:: Records supplied ::
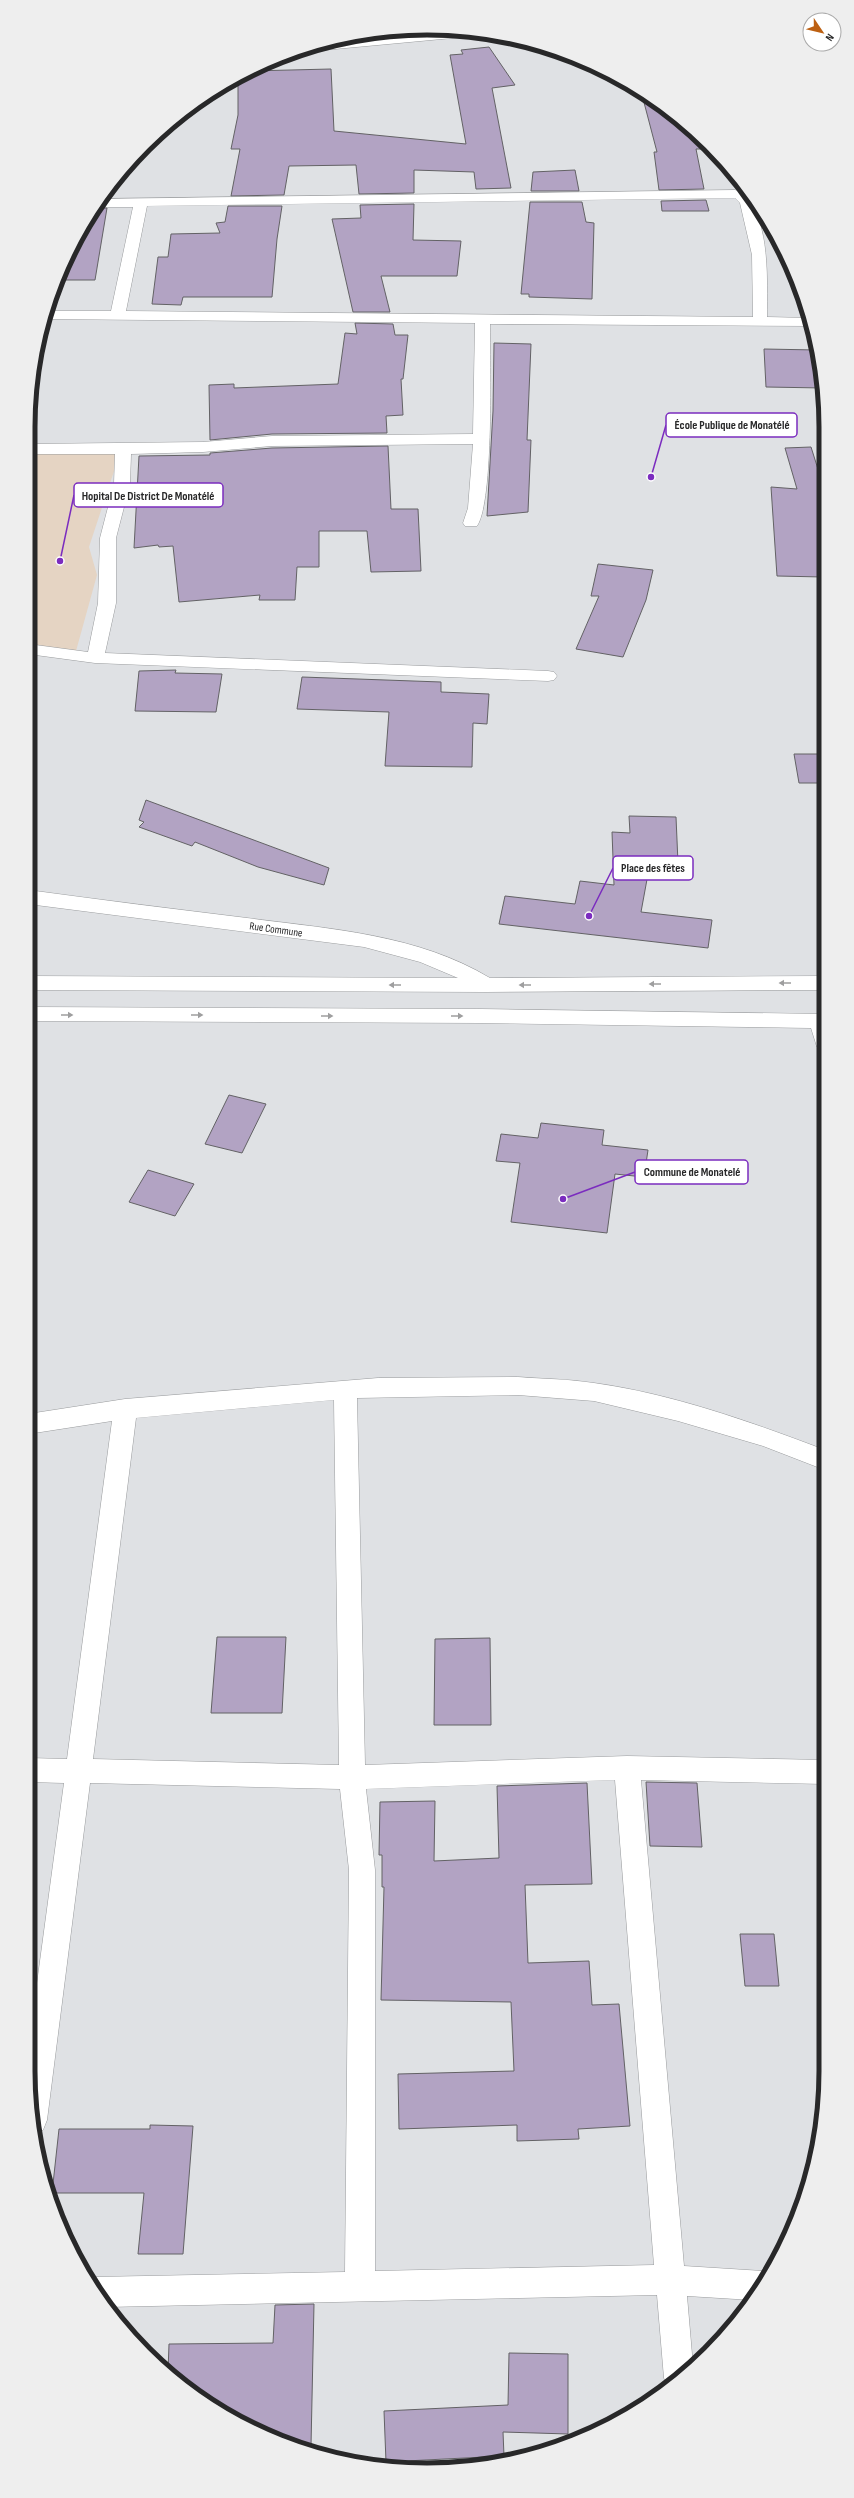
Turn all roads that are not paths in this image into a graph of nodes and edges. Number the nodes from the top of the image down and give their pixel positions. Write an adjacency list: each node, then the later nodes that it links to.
1 (438, 35): 2 (street)
2 (346, 44)
3 (106, 202): 4 (street)
4 (141, 203): 6 (street); 8 (street)
5 (52, 315): 6 (street)
6 (118, 315): 7 (street)
7 (484, 319): 8 (street); 10 (street)
8 (760, 321): 9 (street)
9 (805, 322)
10 (481, 439): 12 (street); 13 (street)
11 (35, 449): 12 (street)
12 (123, 450): 15 (street)
13 (471, 523)
14 (35, 650): 15 (street)
15 (95, 658): 16 (street)
16 (548, 676)
17 (35, 898): 20 (street, Rue Commune)
18 (35, 983): 20 (street, one-way to 18)
19 (819, 983): 20 (street, one-way to 20)
20 (486, 985): 22 (street)
21 (35, 1014): 22 (street, one-way to 22)
22 (482, 1016): 23 (street)
23 (819, 1021)
24 (345, 1391): 25 (street); 27 (street); 32 (street)
25 (125, 1409): 26 (street); 30 (street)
26 (35, 1423)
27 (819, 1458)
28 (627, 1768): 31 (street); 32 (street); 34 (street)
29 (35, 1770): 30 (street)
30 (79, 1771): 32 (street); 33 (street)
31 (819, 1772)
32 (352, 1777): 35 (street)
33 (36, 2097)
34 (669, 2280): 35 (street); 36 (street); 38 (street)
35 (360, 2285): 37 (street)
36 (755, 2285)
37 (103, 2292)
38 (678, 2372)

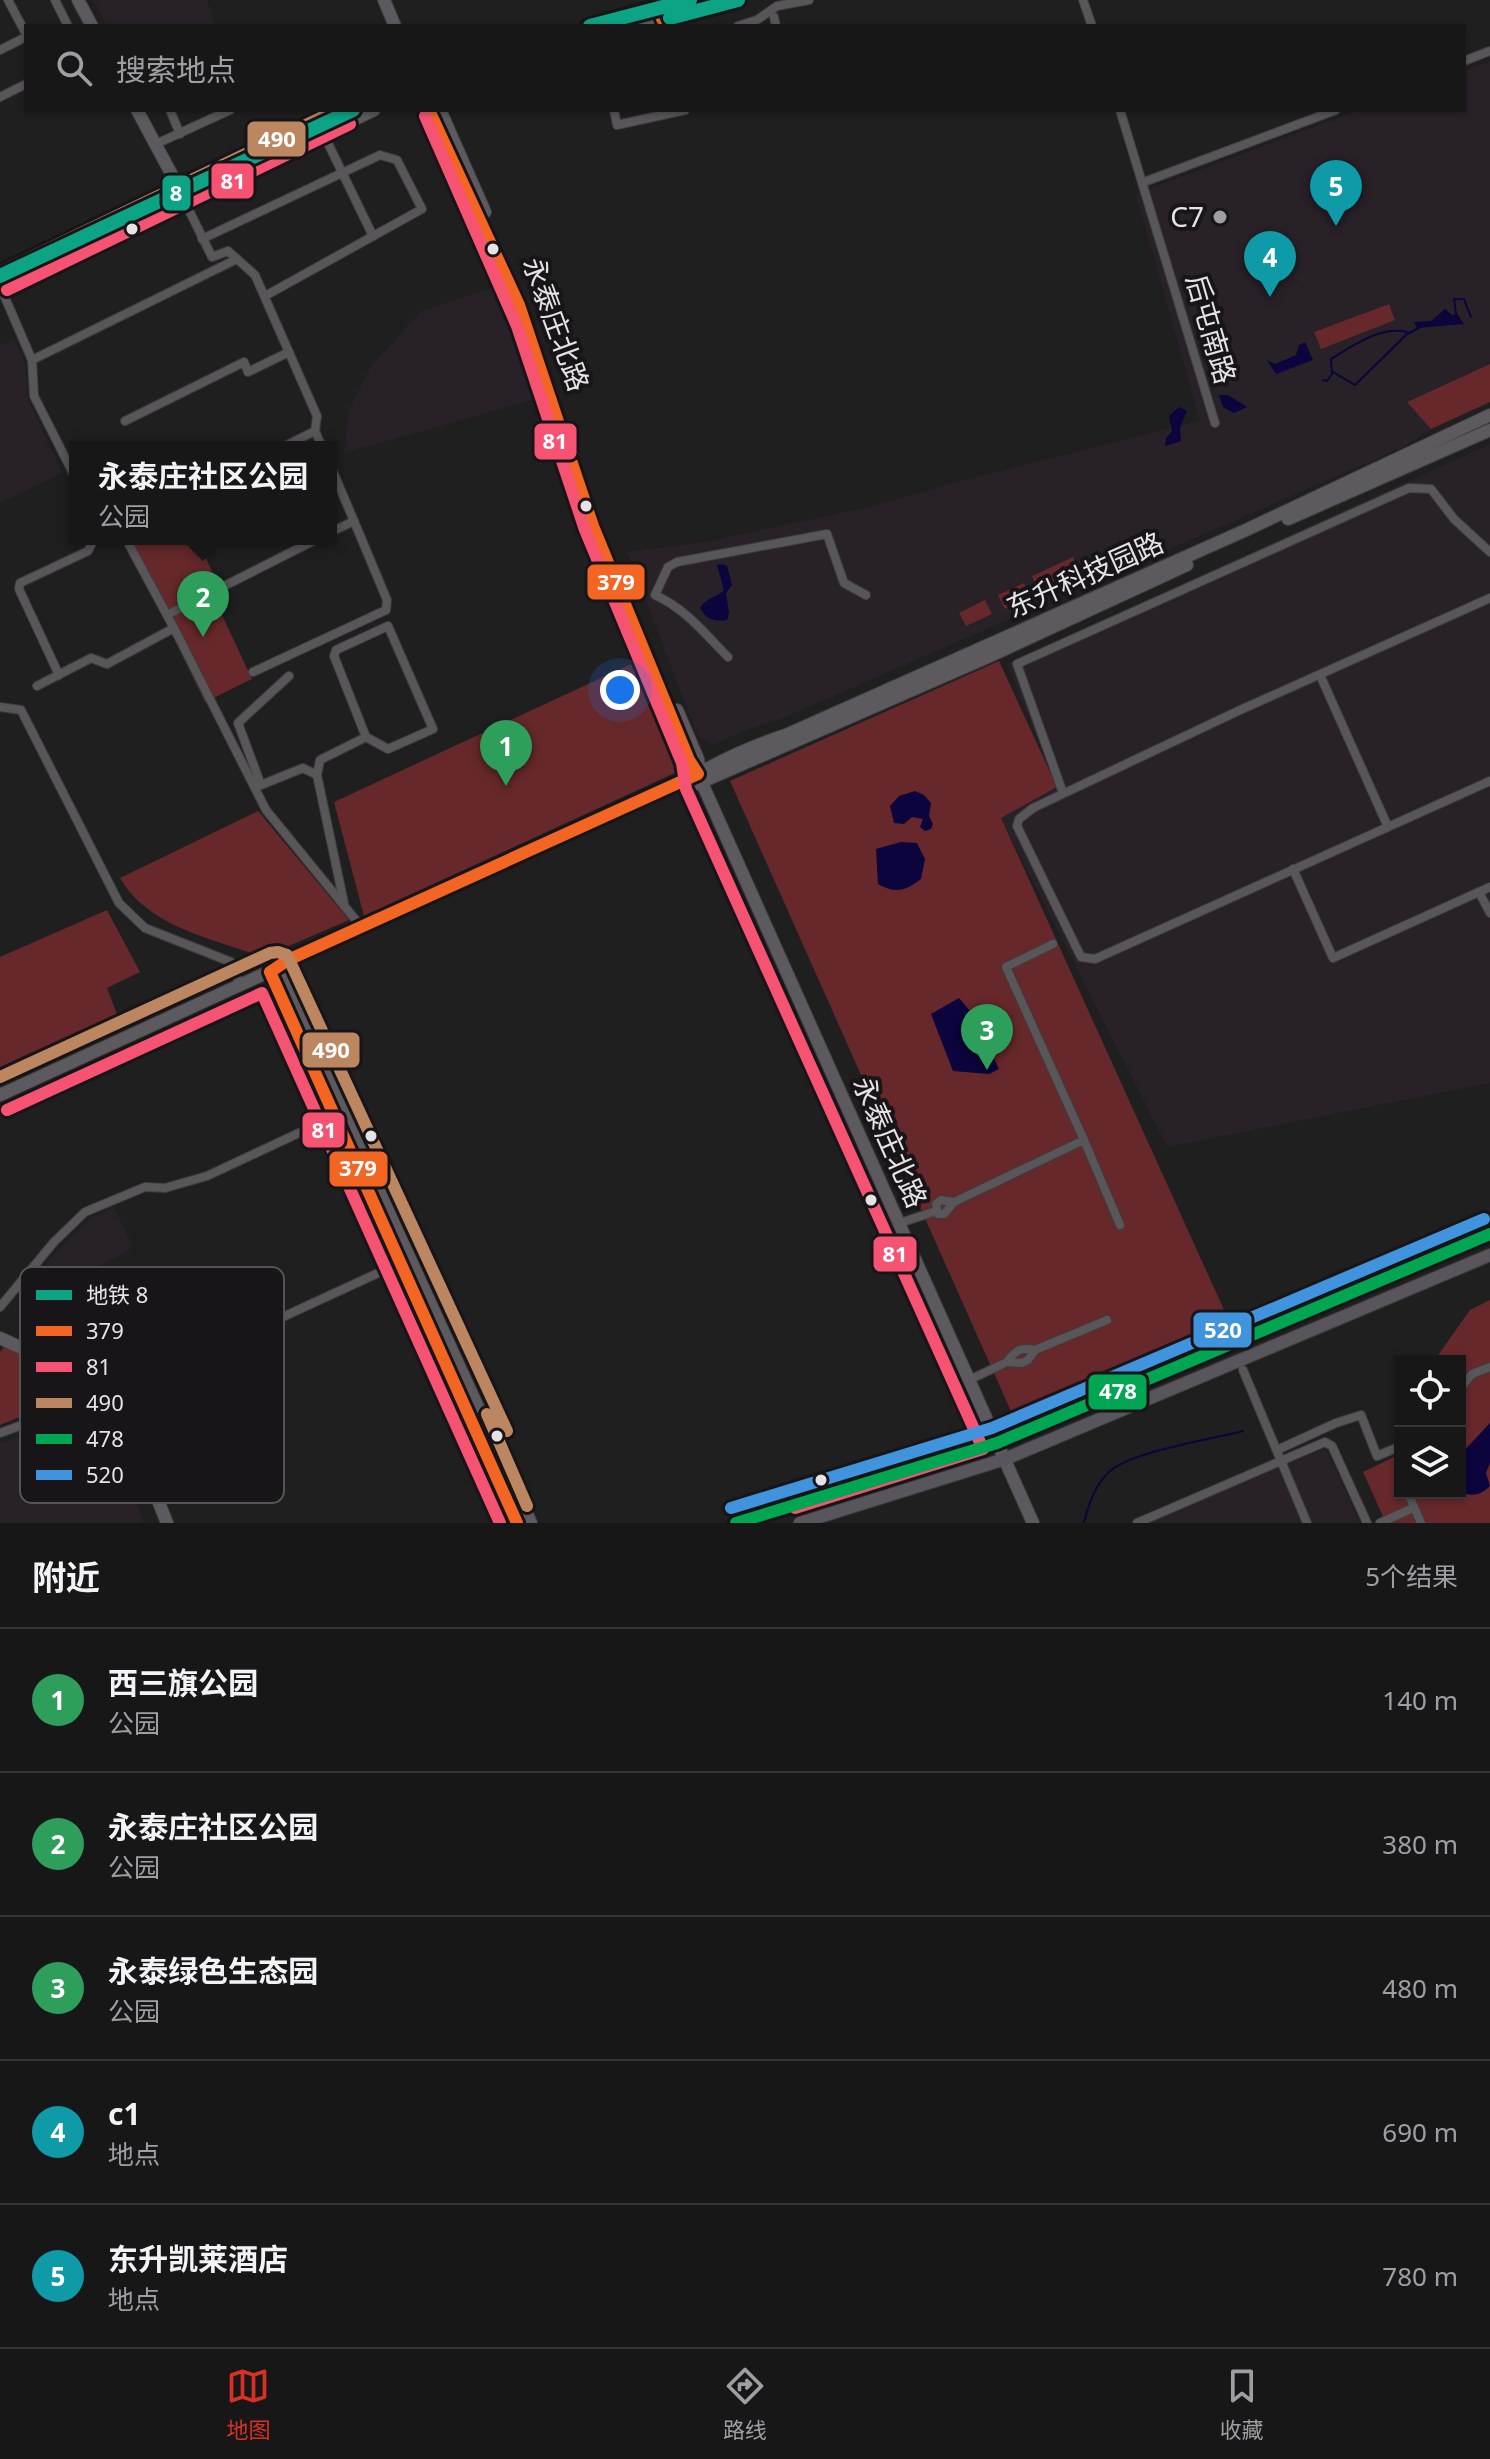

:: Work request ::
An exact copy of the entries, without any pictures, is what the answer should be.

:: Final answer ::
Turn all roads that are not paths in this image into a graph of nodes and edges. Number the nodes from the top of the image down and give their pixel positions. Write an adjacency list: each node, then the later nodes that it links to.
1 (438, 35): 2 (street)
2 (346, 44)
3 (106, 202): 4 (street)
4 (141, 203): 6 (street); 8 (street)
5 (52, 315): 6 (street)
6 (118, 315): 7 (street)
7 (484, 319): 8 (street); 10 (street)
8 (760, 321): 9 (street)
9 (805, 322)
10 (481, 439): 12 (street); 13 (street)
11 (35, 449): 12 (street)
12 (123, 450): 15 (street)
13 (471, 523)
14 (35, 650): 15 (street)
15 (95, 658): 16 (street)
16 (548, 676)
17 (35, 898): 20 (street, Rue Commune)
18 (35, 983): 20 (street, one-way to 18)
19 (819, 983): 20 (street, one-way to 20)
20 (486, 985): 22 (street)
21 (35, 1014): 22 (street, one-way to 22)
22 (482, 1016): 23 (street)
23 (819, 1021)
24 (345, 1391): 25 (street); 27 (street); 32 (street)
25 (125, 1409): 26 (street); 30 (street)
26 (35, 1423)
27 (819, 1458)
28 (627, 1768): 31 (street); 32 (street); 34 (street)
29 (35, 1770): 30 (street)
30 (79, 1771): 32 (street); 33 (street)
31 (819, 1772)
32 (352, 1777): 35 (street)
33 (36, 2097)
34 (669, 2280): 35 (street); 36 (street); 38 (street)
35 (360, 2285): 37 (street)
36 (755, 2285)
37 (103, 2292)
38 (678, 2372)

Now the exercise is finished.